На самом деле он ждал. Не будь тут Изяслава Давидича, с коим связала его судьба и коий единственный на всей Руси, кажется, относился к нему с добром - сыновья Юрия Долгорукого не в счёт, ибо Андрей слишком занят своими делами, как и Глеб, Борис недавно помер, Ярослав болен, а у Мстислава полно хлопот с непокорным Новгородом, - будь он один, давно бы подался в Берлад или куда ещё прочь с Руси. Но пока Изяслав Давидич не принял решения, Иван жил в своё удовольствие, отлично понимая, что рано или поздно сытому спокойному житью настанет конец. И он охотился, пировал с дружиной, пел мужицкие песни и пил брагу, не гнушаясь заходить и в дома простых жителей Козельска.

Тем временем Изяслав Давидич осаждал старого князя Василия Козелю:

- Подмога нам требуется! Вороги меня с родной земли согнали, дочерь твою счастья лишили. Ей ли, красавице, скитаться без приюта? Мы, воины, нам такое привычно. А как она? Должен я свой удел воротить, ибо без земли какой же я князь?

- Худо без угла, понимаю, - кивал князь Василий. - А только мёртвому в земле ещё хуже. Ежели охота, оставайся тут. Не в Козельске, так в соседнем граде сядешь. Глушь у нас тут, это верно. Но и тишина. А как придёт пора, на моё место переберёшься. Я уже стар…
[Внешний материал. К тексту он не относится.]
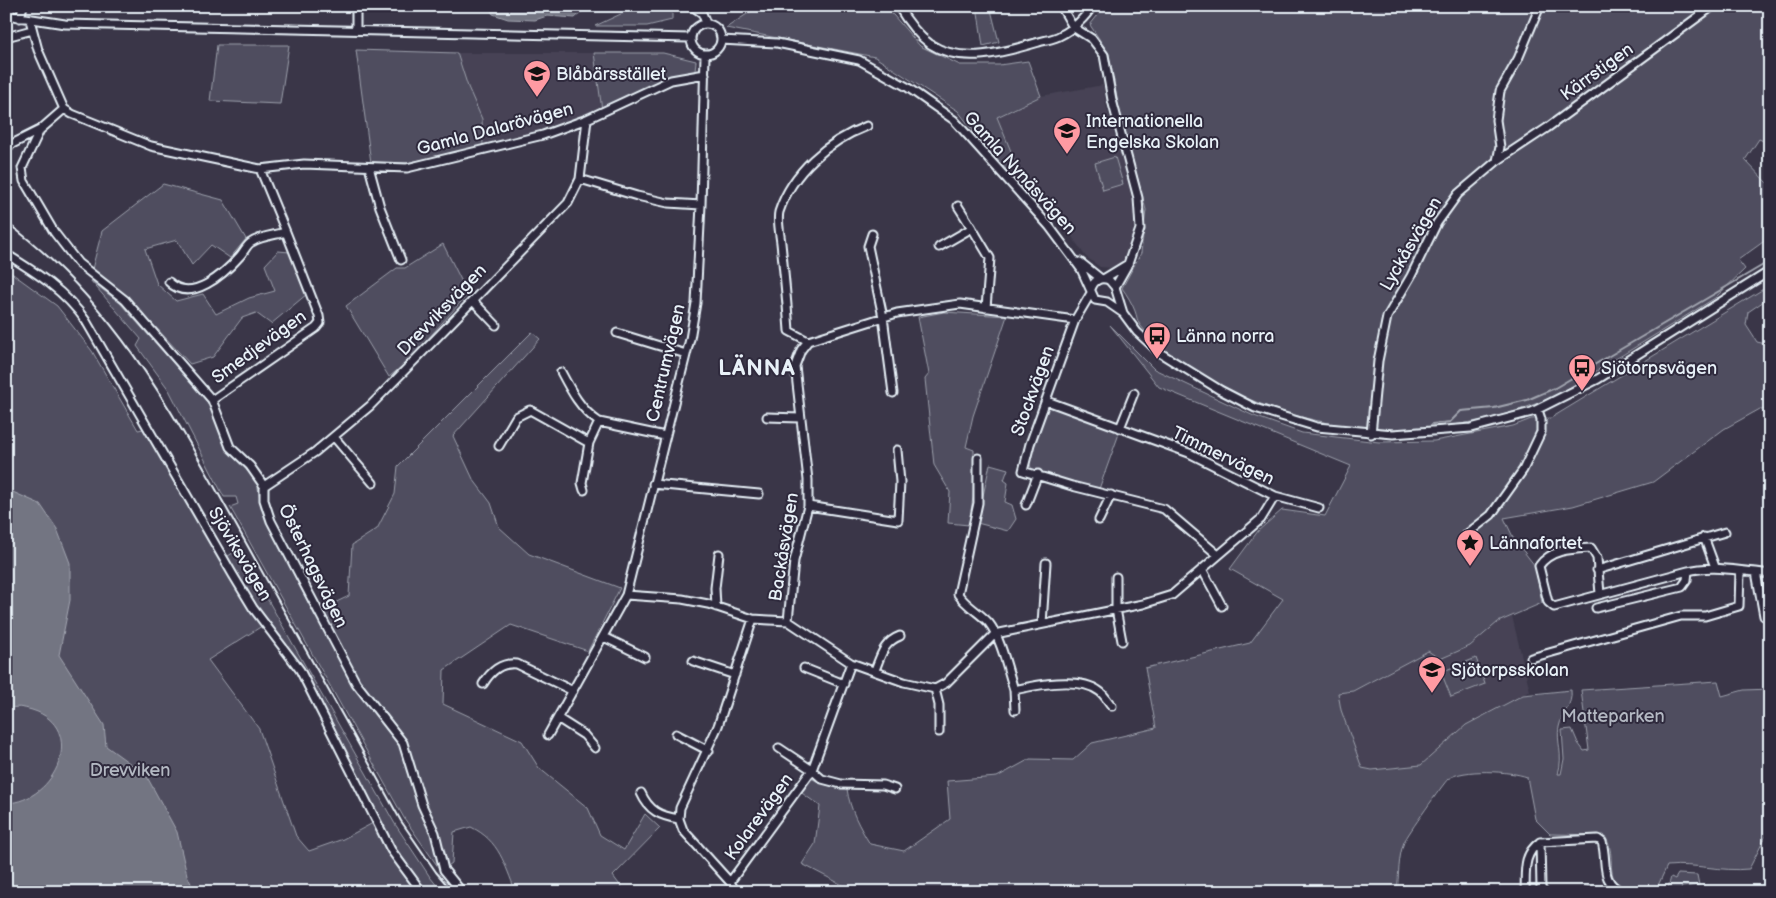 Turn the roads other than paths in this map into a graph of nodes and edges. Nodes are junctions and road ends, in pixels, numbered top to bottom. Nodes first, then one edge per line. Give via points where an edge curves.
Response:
1 (23, 6) edge
2 (356, 6) edge
3 (692, 6) edge
4 (898, 6) edge
5 (1061, 6) edge
6 (1092, 6) edge
7 (1540, 6) edge
8 (1713, 6) edge
9 (6, 15) edge
10 (20, 18) junction
11 (30, 20) junction
12 (706, 23) junction
13 (1073, 27) junction
14 (32, 30) junction
15 (356, 30) junction
16 (6, 37) edge
17 (690, 38) junction
18 (721, 40) junction
19 (705, 54) junction
20 (705, 74) junction
21 (64, 109) junction
22 (587, 119) junction
23 (867, 126) dead end
24 (40, 130) junction
25 (6, 147) edge
26 (1496, 160) junction
27 (369, 167) junction
28 (260, 168) junction
29 (580, 179) junction
30 (701, 205) junction
31 (958, 206) dead end
32 (972, 228) junction
33 (286, 232) junction
34 (872, 234) dead end
35 (939, 247) dead end
36 (6, 254) edge
37 (1072, 255) junction
38 (401, 260) dead end
39 (1128, 264) junction
40 (1770, 271) edge
41 (1102, 278) junction
42 (169, 282) dead end
43 (1115, 289) junction
44 (1091, 291) junction
45 (472, 301) junction
46 (1098, 302) junction
47 (1107, 302) junction
48 (986, 308) junction
49 (1082, 310) junction
50 (1124, 313) junction
51 (883, 317) junction
52 (1075, 320) junction
53 (496, 325) dead end
54 (617, 333) dead end
55 (808, 341) junction
56 (686, 354) junction
57 (561, 372) dead end
58 (893, 393) dead end
59 (1134, 393) dead end
60 (212, 400) junction
61 (1047, 401) junction
62 (1538, 410) junction
63 (767, 417) dead end
64 (800, 418) junction
65 (599, 422) junction
66 (1120, 428) junction
67 (1372, 434) junction
68 (665, 436) junction
69 (334, 437) junction
70 (589, 443) junction
71 (499, 446) dead end
72 (897, 450) dead end
73 (978, 458) dead end
74 (1038, 474) junction
75 (373, 483) dead end
76 (653, 484) junction
77 (264, 486) junction
78 (584, 490) dead end
79 (759, 494) dead end
80 (1111, 495) junction
81 (1275, 501) junction
82 (1026, 505) dead end
83 (808, 506) junction
84 (1319, 508) dead end
85 (1099, 520) dead end
86 (1725, 532) dead end
87 (1467, 534) dead end
88 (1704, 537) junction
89 (719, 554) dead end
90 (1218, 555) junction
91 (1046, 563) dead end
92 (1716, 568) junction
93 (1202, 569) junction
94 (1597, 570) junction
95 (1688, 570) junction
96 (1740, 571) junction
97 (1756, 572) junction
98 (1770, 574) edge
99 (1116, 577) dead end
100 (1600, 594) junction
101 (626, 595) junction
102 (1222, 606) dead end
103 (716, 607) junction
104 (1596, 608) dead end
105 (1116, 609) junction
106 (1764, 616) dead end
107 (753, 619) junction
108 (788, 621) junction
109 (1042, 624) junction
110 (995, 634) junction
111 (900, 636) dead end
112 (604, 637) junction
113 (1122, 641) dead end
114 (645, 657) dead end
115 (1531, 658) dead end
116 (693, 661) dead end
117 (851, 662) junction
118 (804, 668) dead end
119 (875, 670) junction
120 (735, 675) junction
121 (484, 684) dead end
122 (844, 684) junction
123 (935, 689) junction
124 (1014, 690) junction
125 (573, 691) junction
126 (1112, 706) dead end
127 (1015, 710) dead end
128 (559, 719) junction
129 (939, 732) dead end
130 (676, 734) dead end
131 (548, 735) dead end
132 (595, 748) dead end
133 (778, 748) dead end
134 (709, 751) junction
135 (812, 770) junction
136 (895, 790) dead end
137 (641, 793) dead end
138 (679, 819) junction
139 (1540, 842) junction
140 (730, 882) junction
141 (1620, 891) edge
142 (422, 892) edge
143 (462, 892) edge
144 (736, 892) edge
145 (1526, 892) edge
146 (1544, 892) edge
147 (1588, 892) edge

1 - 10 street
2 - 15 street
3 - 12 street via 702,13
4 - 13 street via 911,28 931,44 947,52 969,55 990,55 1013,49 1061,36
5 - 13 street
6 - 13 street
7 - 26 street via 1518,60 1500,91 1496,123 1500,147
8 - 26 street, Kärrstigen via 1547,128
9 - 10 street
10 - 11 street
11 - 14 street
11 - 15 street via 65,24
12 - 17 street via 697,26
12 - 18 street via 719,31
13 - 39 street via 1092,39 1104,55 1112,100 1138,198 1140,228
14 - 16 street
14 - 21 street
15 - 17 street
17 - 19 street via 694,49
18 - 19 street via 716,51
18 - 37 street, Gamla Nynäsvägen via 777,42 860,60 907,86 954,120
19 - 20 street, Centrumvägen
20 - 22 street, Gamla Dalarövägen via 671,80
20 - 30 street, Centrumvägen
21 - 24 street
21 - 28 street, Gamla Dalarövägen via 151,146
22 - 27 street, Gamla Dalarövägen via 508,145 407,168
22 - 29 street, Drevviksvägen
23 - 55 street via 828,147 805,167 778,214 789,331
24 - 25 street
24 - 60 street, Österhagsvägen via 22,168 24,181 54,232 78,263 125,300
26 - 67 street, Lyckåsvägen via 1458,194 1437,223 1387,317 1378,360
27 - 28 street, Gamla Dalarövägen via 304,164
27 - 38 street via 380,207
28 - 33 street, Smedjevägen
29 - 30 street via 668,203
29 - 45 street, Drevviksvägen via 568,203
30 - 56 street, Centrumvägen via 696,304
31 - 32 street
32 - 35 street
32 - 48 street via 990,258
33 - 42 street via 252,242 229,267 204,286 188,292 175,288
33 - 60 street, Smedjevägen via 320,323
34 - 51 street via 868,246
36 - 142 street, Sjöviksvägen via 48,280 73,302 86,320 253,608 300,670 391,850
37 - 41 street, Gamla Nynäsvägen
37 - 44 street, Gamla Nynäsvägen
39 - 41 street
39 - 43 street
40 - 62 street, Gamla Nynäsvägen via 1598,379
41 - 43 street, Gamla Nynäsvägen via 1109,280
41 - 44 street via 1092,284
43 - 47 street
43 - 50 street, Gamla Nynäsvägen
44 - 46 street, Gamla Nynäsvägen
44 - 49 street, Stockvägen
45 - 53 street
45 - 69 street, Drevviksvägen via 370,406
46 - 47 street
46 - 49 street, Stockvägen
47 - 50 street, Gamla Nynäsvägen
48 - 51 street via 960,304
48 - 52 street
49 - 52 street, Stockvägen
50 - 67 street, Gamla Nynäsvägen via 1137,332 1160,354 1255,408 1317,427
51 - 55 street
51 - 58 street
52 - 61 street, Stockvägen
54 - 56 street
55 - 64 street, Backåsvägen via 795,366
56 - 68 street, Centrumvägen
57 - 65 street via 588,415
59 - 66 street
60 - 77 street, Österhagsvägen via 230,447 250,466
61 - 66 street, Timmervägen
61 - 74 street, Stockvägen via 1023,471
62 - 67 street, Gamla Nynäsvägen via 1472,428
62 - 87 street via 1541,432 1523,470 1491,515
63 - 64 street
64 - 83 street, Backåsvägen
65 - 68 street
65 - 70 street
66 - 81 street, Timmervägen via 1189,453
68 - 76 street, Centrumvägen
69 - 75 street
69 - 77 street, Drevviksvägen
70 - 71 street via 530,410 516,417
70 - 78 street via 582,483
72 - 83 street via 900,482 898,520
73 - 110 street via 978,503 958,594 989,623
74 - 80 street, Stockvägen
74 - 82 street
76 - 79 street
76 - 101 street, Centrumvägen
77 - 143 street, Österhagsvägen via 264,500 271,521 356,683 403,743 422,805 436,833 444,870
80 - 85 street
80 - 90 street, Stockvägen via 1164,510
81 - 84 street
81 - 90 street, Timmervägen via 1261,519
83 - 108 street, Backåsvägen via 794,561
86 - 88 street
88 - 92 street
88 - 94 street
89 - 103 street
90 - 93 street, Timmervägen
91 - 109 street
92 - 95 street
92 - 96 street
93 - 102 street
93 - 105 street, Timmervägen via 1163,599
94 - 100 street
94 - 100 street via 1597,558 1591,548 1565,550 1545,557 1539,566 1548,602 1554,607
95 - 100 street
95 - 104 street via 1682,587
96 - 97 street
96 - 115 street via 1739,606 1705,616 1681,616
97 - 98 street
97 - 106 street
99 - 105 street
101 - 103 street
101 - 112 street, Centrumvägen
103 - 107 street
105 - 109 street, Timmervägen
105 - 113 street
107 - 108 street
107 - 120 street
108 - 117 street
109 - 110 street, Timmervägen
110 - 123 street via 946,683
110 - 124 street
111 - 119 street via 885,645
112 - 114 street
112 - 125 street, Centrumvägen
116 - 120 street
117 - 119 street
117 - 122 street, Kolarevägen
118 - 122 street
119 - 123 street via 904,682
120 - 134 street
121 - 125 street via 491,672 508,663 517,664
122 - 135 street, Kolarevägen
123 - 129 street via 939,705
124 - 126 street via 1056,683 1086,686 1099,691
124 - 127 street
125 - 128 street, Centrumvägen
128 - 131 street, Centrumvägen
128 - 132 street via 584,735
130 - 134 street
133 - 135 street, Kolarevägen
134 - 138 street via 680,808
135 - 136 street via 822,779 841,784 883,785
135 - 140 street, Kolarevägen
137 - 138 street via 645,803 660,816
138 - 140 street via 683,830
139 - 141 street via 1598,839 1602,842 1605,876
139 - 145 street via 1531,849 1526,860
139 - 146 street via 1541,888
140 - 144 street
141 - 147 street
"Я тоже стар!" - хотел было крикнуть князь Изяслав, но вовремя прикусил язык. У него молодая жена. О старости говорить нельзя.

- Не по мне это, - покачал он вместо того головой. - Вон Иванко может остаться - ему тут по нраву пришлось.

- Да, Ивана Ростиславича, кажется, простой люд полюбить успел… А верно ли сказывали, что он тоже княжьего рода?

- Верно. Ярослав Владимиркович Галицкий ему брат двухродный. Владимирко отца его убил, а потом и на сына охоту устроил. И сыну завещал Ивана хоть на дне моря достать и изничтожить. Он тоже изгой, как и я. Но давно уже по свету шатается. Поди забыл, каково это - к уделу своему прикипеть…

- Да, - соглашался князь Василий. - Уж ежели душа человеку дана беспокойная и судьба лихая, то не видать ему спокойной старости на своей одрине…

- А я того всем сердцем желаю. Чернигов - моя вотчина. У сыновца моего юного есть своя земля, у брата двухродного - тоже есть. У прочих князей нашего рода города с пригородками и только я один… Помоги, кинь клич по Вятичской земле. Авось соберём войско да и…

- Клич я кинуть могу, - пожал плечами князь Василий. - Да только вряд ли кто отзовётся. Мы, вятичи, народ упрямый и вольностями своими дорожим. А встать на чью-то сторону - значит, утратить вольность. Мы вам, князьям, дань платим - большего от нас не ждите!

Он отвернулся, умолк. Изяслав Давидич вдруг вспомнил, как четырнадцать лет назад он с братом Владимиром собирал вятичских князей, как вручал им дары и просил выследить и убить двухродного брата Святослава Ольжича. Вятичи тогда отказались наотрез - дескать, тут наша земля и ваши законы нам не писаны. Охота его ловить - сами бродите по нашим лесам. А мы пальцем не шевельнём. Вспомнилось и ещё более давнее - изгнанный из Чернигова Мономахом, именно в вятичских непроходимых лесах нашёл приют Олег Святославич…

Нет, не добиться ему помощи от племени вятичей. Мудрый совет неожиданно дал Иван Берладник.

- Княже, - сказал он как-то вечером, когда после трапезы все сидели в палате и смотрели на огонь свечи. - А чего, в самом деле, мы тут забыли? Что сидим в чужом углу, чужой хлеб едим, когда есть у меня вотчина, тобой дарённая? Вырь! Аль запамятовал?

Вырь! Это было то, о чём Изяслав Давидич и мечтать не мог. Конечно, этот крошечный уголок Посемья не шёл ни в какое сравнение даже с близлежащим Путивлем и Рыльском, но всё-таки это было удельное княжество, где их никто не тронет. Они будут на своей земле, а имея землю, можно свершить многое.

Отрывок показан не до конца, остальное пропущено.